The System for Bickering

So, despite my grouching about the Butcher's lack of economic sense, I really enjoy having him in the house. Unfortunately, even in the best situations, folks are going to aggravate each other. The thing is that you just can't fight with the Butcher. Here's what it's like: Me: Hey, dumbass, you threw your empty beer bottles in my car again and I asked you not to because my car is not your garbage can and what if I got pulled over? The Butcher: . . . Me: I mean it. Don't do it again. The Butcher: . . . Me: Does that mean you won't do it again? The Butcher: . . . Lather, rinse, repeat. I swear, you might as well just fight with the oven for all the response you're going to get. So, I get tired of trying to bicker with him and I suppose he gets tired of hearing it, so I've proposed a new solution where we just assign our usual fights a number and that way we can just call out the appropriate number (or maybe hold up cards with the numbers on them) and spare me the energy it takes to go through it again. Here's what I'm proposing:
  1. Where's the fucking rent?
  2. Where's the money you promised me last week?
  3. You took my car and didn't put any gas in it, jackass.
  4. Your cat threw up in the kitchen.
  5. Your cat peed in the dryer, again.
  6. Dad wants to talk to you and he knows you're using the caller id to avoid him and so he's bugging me at work.
  7. Why is the [pick a strange thing, like "the kitchen" or "the outside of the front door"] covered in [pick a sticky substance, like "honey" or "grape jelly"]?
  8. Take the dog out.
  9. I did it last time, it's your turn.
  10. You're going out again?
  11. Why don't we ever hang out anymore?
  12. Don't smoke on the couch. I fucking mean it.
  13. Come to the [pick an interesting place, like "the park" or "the zoo"] with me. Come on.
  14. Put your garbage in the garbage can, not on the kitchen counter.
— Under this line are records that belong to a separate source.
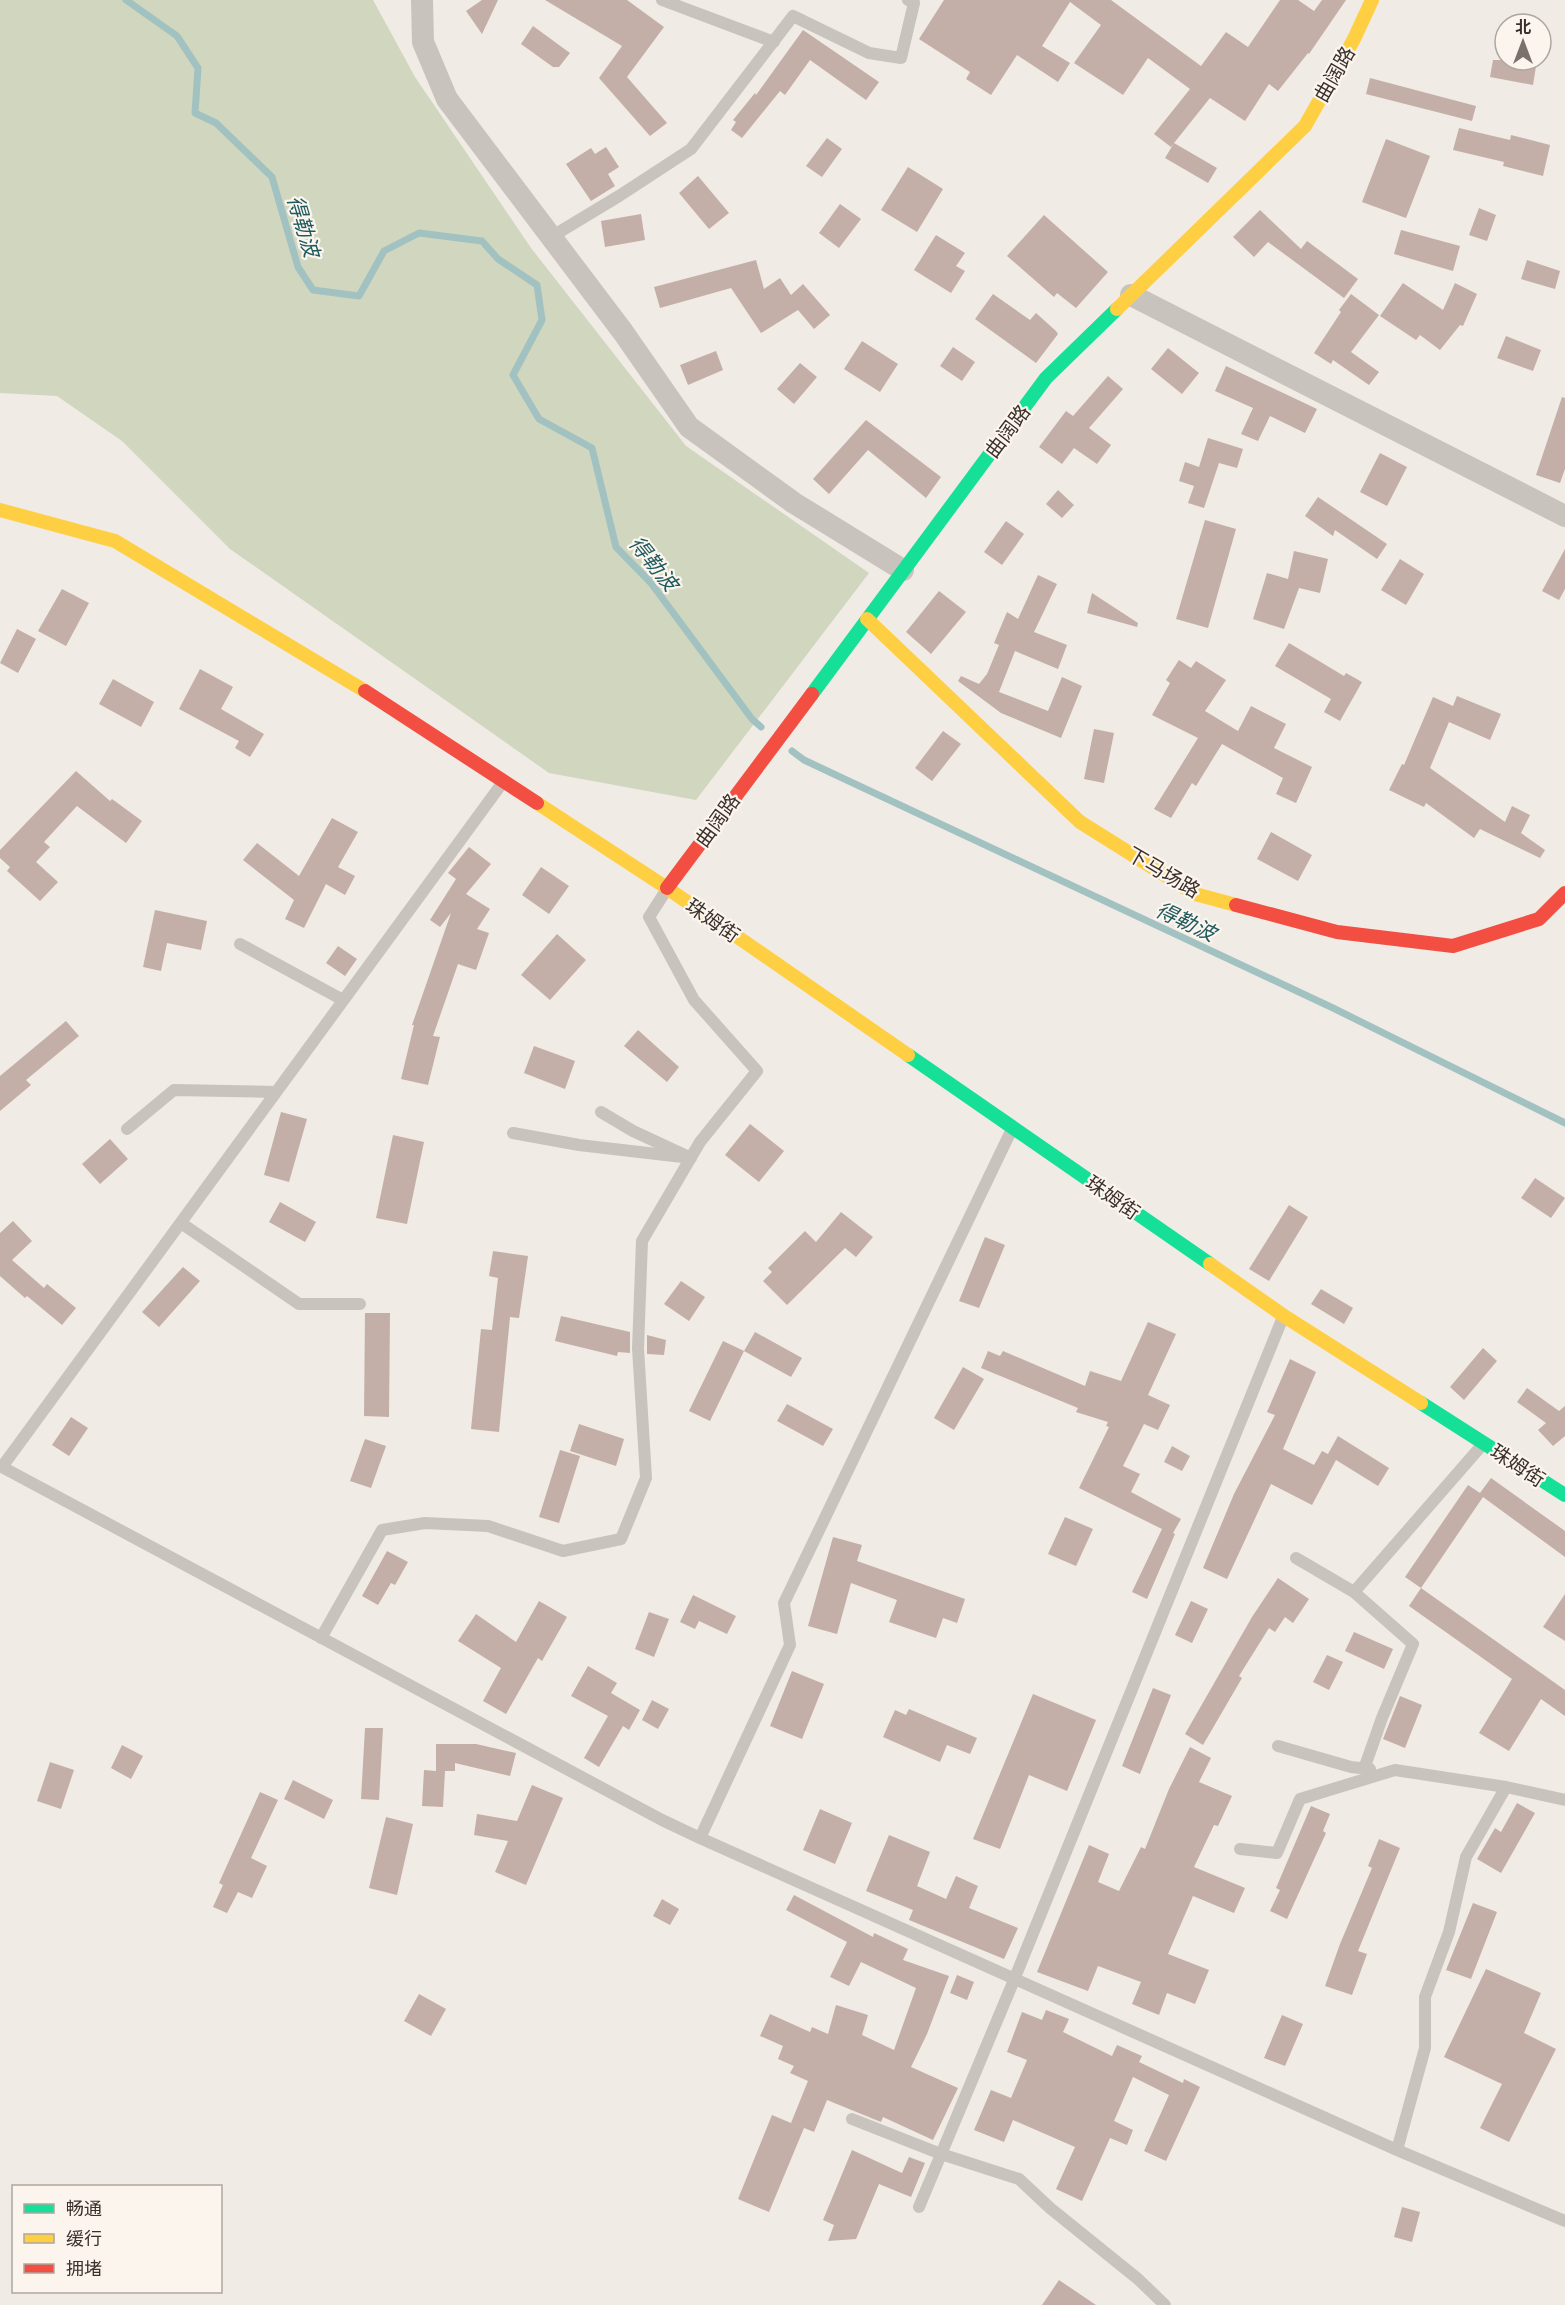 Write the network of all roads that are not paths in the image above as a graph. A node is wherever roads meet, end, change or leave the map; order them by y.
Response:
1 (422, 0) edge
2 (662, 0) edge
3 (908, 0) edge
4 (1372, 0) edge
5 (774, 42) junction
6 (551, 237) junction
7 (1131, 295) junction
8 (0, 510) edge
9 (1565, 516) edge
10 (903, 570) junction
11 (867, 619) junction
12 (504, 780) junction
13 (668, 888) junction
14 (1565, 893) edge
15 (240, 944) dead end
16 (344, 1000) junction
17 (276, 1092) junction
18 (600, 1112) dead end
19 (1012, 1127) junction
20 (127, 1129) dead end
21 (513, 1133) dead end
22 (691, 1158) junction
23 (181, 1223) junction
24 (360, 1304) dead end
25 (1284, 1316) junction
26 (1484, 1443) junction
27 (1565, 1495) edge
28 (1296, 1558) dead end
29 (1354, 1592) junction
30 (321, 1638) junction
31 (1278, 1746) dead end
32 (1364, 1768) junction
33 (1395, 1770) junction
34 (1506, 1787) junction
35 (1565, 1800) edge
36 (700, 1838) junction
37 (1240, 1849) dead end
38 (1014, 1980) junction
39 (852, 2119) dead end
40 (1397, 2150) junction
41 (941, 2154) junction
42 (919, 2207) dead end
43 (1565, 2221) edge
44 (1165, 2305) edge

1 - 6 street
2 - 5 lane
3 - 5 lane
4 - 7 street, 曲阔路
5 - 6 lane
6 - 10 street
7 - 9 street
7 - 10 street, 曲阔路
8 - 12 street, 珠姆街
10 - 11 street, 曲阔路
11 - 13 street, 曲阔路
11 - 14 street, 下马场路
12 - 13 street, 珠姆街
12 - 16 lane
13 - 19 street, 珠姆街
13 - 22 lane
15 - 16 lane
16 - 17 lane
17 - 20 lane
17 - 23 lane
18 - 22 lane
19 - 25 street, 珠姆街
19 - 36 lane
21 - 22 lane
22 - 30 lane
23 - 24 lane
23 - 30 lane
25 - 26 street, 珠姆街
25 - 38 lane
26 - 27 street, 珠姆街
26 - 29 lane
28 - 29 lane
29 - 32 lane
30 - 36 lane
31 - 32 lane
32 - 33 lane
33 - 34 lane
33 - 37 lane
34 - 35 lane
34 - 40 lane
36 - 38 lane
38 - 40 lane
38 - 41 lane
39 - 41 lane
40 - 43 lane
41 - 42 lane
41 - 44 lane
There's no place in the kitchen from which you cannot reach the garbage can, so no excuses.
  15. Did you buy cookies?
  16. Is your cat tearing up [insert important item here, such as "the phone bill" or "your tax return" or "that man's hat"]?
  17. Don't use my car as your garbage can.
  18. My car is not your used CD bin.
  19. Turn off the computer.
  20. Pick your shit up off the back porch.

Hmm. Actually, listing the twenty things I say over and over to the Butcher has given me a fabulous idea. What if I lined my car in garbage bags, left the windows down, and parked it out back? Would the Butcher find himself unable to resist the urge to throw his kitchen garbage in my car? Would this keep the kitchen cleaner?

I've already decided that, if the Butcher isn't going to clean up the cat food that his cat scarfs down and then throws back up, I'm not going to tell him when the dog eats it and runs upstairs to lick him.